Es una escritora que leo hace poco, unos 2 o 3 años. La había oído nombrar hasta que un día, Luisa, una amiga, me dijo que era una de sus preferidas. “Debo leerla”, pensé, y su nombre me quedó dando vueltas en la cabeza.
Luego, un día que visité Wilborada, me topé con su libro En estado de viaje. El título me llamó la atención y me lo llevé sin casi hojearlo.
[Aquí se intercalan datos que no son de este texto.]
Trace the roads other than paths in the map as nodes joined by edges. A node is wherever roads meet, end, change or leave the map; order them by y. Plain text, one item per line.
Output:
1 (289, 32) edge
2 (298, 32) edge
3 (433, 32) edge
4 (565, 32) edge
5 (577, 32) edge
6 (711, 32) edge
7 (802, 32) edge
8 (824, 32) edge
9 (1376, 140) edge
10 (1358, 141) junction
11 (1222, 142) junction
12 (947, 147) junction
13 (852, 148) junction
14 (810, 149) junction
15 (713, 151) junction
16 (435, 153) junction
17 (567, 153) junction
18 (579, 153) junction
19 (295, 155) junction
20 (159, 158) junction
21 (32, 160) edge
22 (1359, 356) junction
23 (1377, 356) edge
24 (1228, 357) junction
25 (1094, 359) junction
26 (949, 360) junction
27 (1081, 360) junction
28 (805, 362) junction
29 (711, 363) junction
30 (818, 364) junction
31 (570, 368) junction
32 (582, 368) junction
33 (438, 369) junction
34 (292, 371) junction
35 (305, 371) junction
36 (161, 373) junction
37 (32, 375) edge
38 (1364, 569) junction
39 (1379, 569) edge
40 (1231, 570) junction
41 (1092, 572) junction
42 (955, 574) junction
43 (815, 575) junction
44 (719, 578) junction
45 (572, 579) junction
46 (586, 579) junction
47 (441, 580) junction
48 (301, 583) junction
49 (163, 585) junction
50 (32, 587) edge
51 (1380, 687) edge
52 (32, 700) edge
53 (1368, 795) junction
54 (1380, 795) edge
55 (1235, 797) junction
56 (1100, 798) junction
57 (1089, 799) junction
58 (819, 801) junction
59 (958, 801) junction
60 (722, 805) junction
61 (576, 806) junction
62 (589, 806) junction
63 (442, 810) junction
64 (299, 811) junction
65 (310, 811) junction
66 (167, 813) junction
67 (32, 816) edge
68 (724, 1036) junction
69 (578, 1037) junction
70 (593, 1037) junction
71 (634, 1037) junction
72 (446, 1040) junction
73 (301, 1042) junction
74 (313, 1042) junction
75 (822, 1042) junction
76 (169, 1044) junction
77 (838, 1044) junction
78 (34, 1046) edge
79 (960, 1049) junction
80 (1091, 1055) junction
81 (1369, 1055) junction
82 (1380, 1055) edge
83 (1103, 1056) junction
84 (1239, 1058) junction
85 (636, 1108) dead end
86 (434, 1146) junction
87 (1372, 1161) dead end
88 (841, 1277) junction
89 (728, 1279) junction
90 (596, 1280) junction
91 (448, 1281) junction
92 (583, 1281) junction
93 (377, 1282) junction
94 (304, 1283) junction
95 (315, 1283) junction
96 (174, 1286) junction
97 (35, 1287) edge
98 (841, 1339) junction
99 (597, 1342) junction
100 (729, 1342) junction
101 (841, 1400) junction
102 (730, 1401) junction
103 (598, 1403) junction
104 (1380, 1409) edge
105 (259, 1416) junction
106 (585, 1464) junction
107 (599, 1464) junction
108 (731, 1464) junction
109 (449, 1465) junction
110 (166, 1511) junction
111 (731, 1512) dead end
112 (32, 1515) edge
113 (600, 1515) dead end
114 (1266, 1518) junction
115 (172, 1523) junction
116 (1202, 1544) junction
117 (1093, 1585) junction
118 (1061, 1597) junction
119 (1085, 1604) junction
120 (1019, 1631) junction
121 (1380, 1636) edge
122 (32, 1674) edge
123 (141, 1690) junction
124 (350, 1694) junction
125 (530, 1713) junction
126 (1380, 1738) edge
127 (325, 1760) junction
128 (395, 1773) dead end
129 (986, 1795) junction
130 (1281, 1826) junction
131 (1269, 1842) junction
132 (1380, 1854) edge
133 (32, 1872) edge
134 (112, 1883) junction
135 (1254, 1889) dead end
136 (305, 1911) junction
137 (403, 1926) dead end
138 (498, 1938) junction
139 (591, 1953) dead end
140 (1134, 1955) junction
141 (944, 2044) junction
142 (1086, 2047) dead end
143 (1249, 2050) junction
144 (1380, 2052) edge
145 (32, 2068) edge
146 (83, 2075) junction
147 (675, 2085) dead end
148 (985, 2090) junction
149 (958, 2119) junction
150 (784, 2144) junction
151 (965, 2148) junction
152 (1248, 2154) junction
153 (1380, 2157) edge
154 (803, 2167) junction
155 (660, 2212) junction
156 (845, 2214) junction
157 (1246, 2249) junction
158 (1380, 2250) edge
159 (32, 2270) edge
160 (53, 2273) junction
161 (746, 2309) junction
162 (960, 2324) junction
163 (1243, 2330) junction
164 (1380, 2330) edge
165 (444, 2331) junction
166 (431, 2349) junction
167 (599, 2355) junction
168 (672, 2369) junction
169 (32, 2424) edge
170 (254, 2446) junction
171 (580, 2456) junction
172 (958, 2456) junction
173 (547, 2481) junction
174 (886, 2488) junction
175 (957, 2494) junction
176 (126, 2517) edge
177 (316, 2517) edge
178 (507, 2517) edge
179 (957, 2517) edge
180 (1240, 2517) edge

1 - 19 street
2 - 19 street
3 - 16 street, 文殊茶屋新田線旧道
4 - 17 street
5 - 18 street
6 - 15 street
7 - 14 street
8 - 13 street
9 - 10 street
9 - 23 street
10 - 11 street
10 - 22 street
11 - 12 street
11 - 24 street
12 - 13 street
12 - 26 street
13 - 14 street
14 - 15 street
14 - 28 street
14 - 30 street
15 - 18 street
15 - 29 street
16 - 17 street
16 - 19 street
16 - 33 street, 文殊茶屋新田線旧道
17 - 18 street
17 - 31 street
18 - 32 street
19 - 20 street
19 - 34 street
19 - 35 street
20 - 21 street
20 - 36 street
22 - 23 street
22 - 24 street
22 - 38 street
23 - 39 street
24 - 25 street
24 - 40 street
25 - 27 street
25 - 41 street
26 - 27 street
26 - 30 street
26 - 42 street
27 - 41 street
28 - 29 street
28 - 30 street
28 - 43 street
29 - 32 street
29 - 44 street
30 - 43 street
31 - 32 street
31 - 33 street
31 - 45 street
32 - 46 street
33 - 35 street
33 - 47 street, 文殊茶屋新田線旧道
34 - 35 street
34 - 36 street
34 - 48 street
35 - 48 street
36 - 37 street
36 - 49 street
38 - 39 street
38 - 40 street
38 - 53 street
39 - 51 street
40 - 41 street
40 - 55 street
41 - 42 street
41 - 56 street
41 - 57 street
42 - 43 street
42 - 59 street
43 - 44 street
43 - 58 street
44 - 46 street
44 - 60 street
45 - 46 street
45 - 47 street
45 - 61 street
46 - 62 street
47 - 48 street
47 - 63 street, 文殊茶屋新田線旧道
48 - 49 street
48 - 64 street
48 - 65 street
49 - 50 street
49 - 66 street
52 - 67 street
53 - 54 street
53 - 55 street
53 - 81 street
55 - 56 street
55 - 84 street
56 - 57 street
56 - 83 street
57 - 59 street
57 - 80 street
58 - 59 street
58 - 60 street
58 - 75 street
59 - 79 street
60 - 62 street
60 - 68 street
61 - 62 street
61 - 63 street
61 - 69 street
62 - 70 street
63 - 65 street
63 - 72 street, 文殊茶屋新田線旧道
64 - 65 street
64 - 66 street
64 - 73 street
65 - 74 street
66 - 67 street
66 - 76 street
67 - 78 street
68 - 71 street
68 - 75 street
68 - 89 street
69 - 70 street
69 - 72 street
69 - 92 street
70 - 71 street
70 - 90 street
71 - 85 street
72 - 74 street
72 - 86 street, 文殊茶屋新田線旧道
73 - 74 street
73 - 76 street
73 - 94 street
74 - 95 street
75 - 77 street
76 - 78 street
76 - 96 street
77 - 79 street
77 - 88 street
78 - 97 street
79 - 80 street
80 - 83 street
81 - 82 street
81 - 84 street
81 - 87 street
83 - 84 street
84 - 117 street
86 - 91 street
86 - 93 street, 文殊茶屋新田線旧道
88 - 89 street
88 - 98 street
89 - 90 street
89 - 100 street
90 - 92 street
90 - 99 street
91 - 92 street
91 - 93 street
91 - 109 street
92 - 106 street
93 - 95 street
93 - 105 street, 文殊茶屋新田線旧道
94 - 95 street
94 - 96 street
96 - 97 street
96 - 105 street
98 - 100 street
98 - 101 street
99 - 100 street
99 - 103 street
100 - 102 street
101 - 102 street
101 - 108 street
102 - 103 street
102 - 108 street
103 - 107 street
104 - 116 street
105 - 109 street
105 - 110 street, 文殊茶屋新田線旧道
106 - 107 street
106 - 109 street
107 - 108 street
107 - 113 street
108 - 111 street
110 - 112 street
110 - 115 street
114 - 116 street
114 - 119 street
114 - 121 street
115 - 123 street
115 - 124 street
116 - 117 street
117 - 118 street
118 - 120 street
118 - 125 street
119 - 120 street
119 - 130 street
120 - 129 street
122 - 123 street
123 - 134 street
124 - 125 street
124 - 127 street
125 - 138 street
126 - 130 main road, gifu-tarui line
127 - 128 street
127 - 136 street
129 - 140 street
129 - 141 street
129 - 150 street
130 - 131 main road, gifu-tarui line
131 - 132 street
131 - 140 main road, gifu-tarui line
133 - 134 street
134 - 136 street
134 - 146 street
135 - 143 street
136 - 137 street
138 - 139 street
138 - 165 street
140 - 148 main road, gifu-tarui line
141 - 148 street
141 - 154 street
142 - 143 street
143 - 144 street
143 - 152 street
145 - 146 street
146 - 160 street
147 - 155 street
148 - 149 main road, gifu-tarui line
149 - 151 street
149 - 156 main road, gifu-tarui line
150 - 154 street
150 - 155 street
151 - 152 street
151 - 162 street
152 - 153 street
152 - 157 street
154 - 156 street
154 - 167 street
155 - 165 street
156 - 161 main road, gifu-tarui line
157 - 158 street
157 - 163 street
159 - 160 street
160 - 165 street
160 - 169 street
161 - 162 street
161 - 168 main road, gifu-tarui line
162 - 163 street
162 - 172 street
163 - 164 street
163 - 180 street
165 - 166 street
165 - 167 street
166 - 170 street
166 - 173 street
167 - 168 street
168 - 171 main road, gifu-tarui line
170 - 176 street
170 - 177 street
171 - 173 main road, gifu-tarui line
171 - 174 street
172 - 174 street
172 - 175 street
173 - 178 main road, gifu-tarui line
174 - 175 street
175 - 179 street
Cuando comencé a leerlo me di cuenta de que eran notas de prensa, reportajes y crónicas y algunas me parecieron maravillosas por la forma en que Lispector narra lo cotidiano, como una que escribió en España sobre unos bailarines de flamenco.
En la última feria del libro, también sin quererlo, me encontré su libro de todas las crónicas y de acuerdo a mi teoría de precio vs número de páginas, lo llevé de inmediato.
Después de haber escrito en su mayoría ficción, cuentos y novelas, a Lispector la contratan de un diario brasileño para que escriba una columna todos los sábados. Insiste en que no sabe escribir crónica, pero los editores le dicen que no importa que escriba sobre lo que quiera.
Entonces el libro está compuesto de pequeñas piezas sobre cosas que le ocurren y sus pensamientos sobre la vida, el amor, las relaciones etc. y cargan tanta verdad, o resuenan con esas verdades que uno lleva encima, que leerla aligera el peso de la vida.